Creating a two-tier society is the mother of all diversionary tactics
Dies irae, dies illa. Downing Street had decided to end this most furious of days by waging war on two fronts. As the Prime Minister contended with the Westminster lobby in the cursed conference room; over in the Commons, Health Secretary Sajid Javid had been sent over the top to outline new Plan B restrictions to an irate chamber. Neither had an enviable gig.
Some declared this a “dead cat” manoeuvre, designed to bury the news of Downing Street’s illicit Christmas bash – though you might think that restricting the freedoms of 60million people as a diversionary tactic surely merits a more appropriate term. Giant rotting lion’s carcase, perhaps, or beached whale on the seafront?
Either way, Plan Beached Whale was in full swing. The PM warned darkly of “the remorseless logic of exponential growth”, before unveiling an inexplicable array of random measures – Covid passes, new mask mandates and work from home guidance.

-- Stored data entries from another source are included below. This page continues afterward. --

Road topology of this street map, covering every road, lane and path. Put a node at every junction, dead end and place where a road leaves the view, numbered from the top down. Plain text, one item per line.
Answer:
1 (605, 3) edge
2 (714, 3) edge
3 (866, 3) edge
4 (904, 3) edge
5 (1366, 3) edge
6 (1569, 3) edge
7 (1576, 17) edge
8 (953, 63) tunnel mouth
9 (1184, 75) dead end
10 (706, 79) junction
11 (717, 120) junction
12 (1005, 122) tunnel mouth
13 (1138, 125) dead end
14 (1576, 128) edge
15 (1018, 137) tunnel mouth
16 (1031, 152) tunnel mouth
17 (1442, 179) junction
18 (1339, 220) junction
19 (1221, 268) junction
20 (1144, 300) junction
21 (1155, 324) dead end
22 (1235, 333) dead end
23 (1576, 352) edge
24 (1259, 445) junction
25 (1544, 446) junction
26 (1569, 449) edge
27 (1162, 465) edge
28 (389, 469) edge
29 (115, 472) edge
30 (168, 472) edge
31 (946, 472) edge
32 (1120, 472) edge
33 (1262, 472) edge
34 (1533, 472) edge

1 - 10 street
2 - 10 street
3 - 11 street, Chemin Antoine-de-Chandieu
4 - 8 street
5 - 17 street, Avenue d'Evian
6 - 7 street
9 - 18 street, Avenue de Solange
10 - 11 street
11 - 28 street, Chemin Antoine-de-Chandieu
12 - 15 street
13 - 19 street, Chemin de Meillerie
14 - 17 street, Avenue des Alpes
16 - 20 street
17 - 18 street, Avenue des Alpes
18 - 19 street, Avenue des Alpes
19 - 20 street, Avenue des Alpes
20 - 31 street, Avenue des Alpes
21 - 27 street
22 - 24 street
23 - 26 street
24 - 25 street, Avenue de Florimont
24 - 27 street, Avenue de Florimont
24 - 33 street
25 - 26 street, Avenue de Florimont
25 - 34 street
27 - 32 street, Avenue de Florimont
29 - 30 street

“By reducing your contacts in the workplace, you will help slow transmission,” he said, putting on his best gruff Churchillian voice – advice that, given events of the last 24 hours, seemed almost calculated to enrage.
One thing that certainly hadn’t received the home-working memo was the word “could”, which was doing overtime. “Given the potential numbers that omicron could produce”, the PM said, “we just have to respond today in the way that we are”. There were even nebulous hints about a “national conversation” about compulsory vaccination.
Helping the PM was Chris Whitty, the Chief Medical Officer, who brought his usual undertaker’s charm to proceedings. Today, however, the charts of doom (falling hospital admissions, data from much less vaccinated countries) weren’t scary enough to strike fear into the hearts of men.
“How can you stand at that lectern, exactly where some of your team laughed and joked about Covid rules, and tell people they must now follow your new instructions?” Laura Kuenssberg, for the BBC, demanded.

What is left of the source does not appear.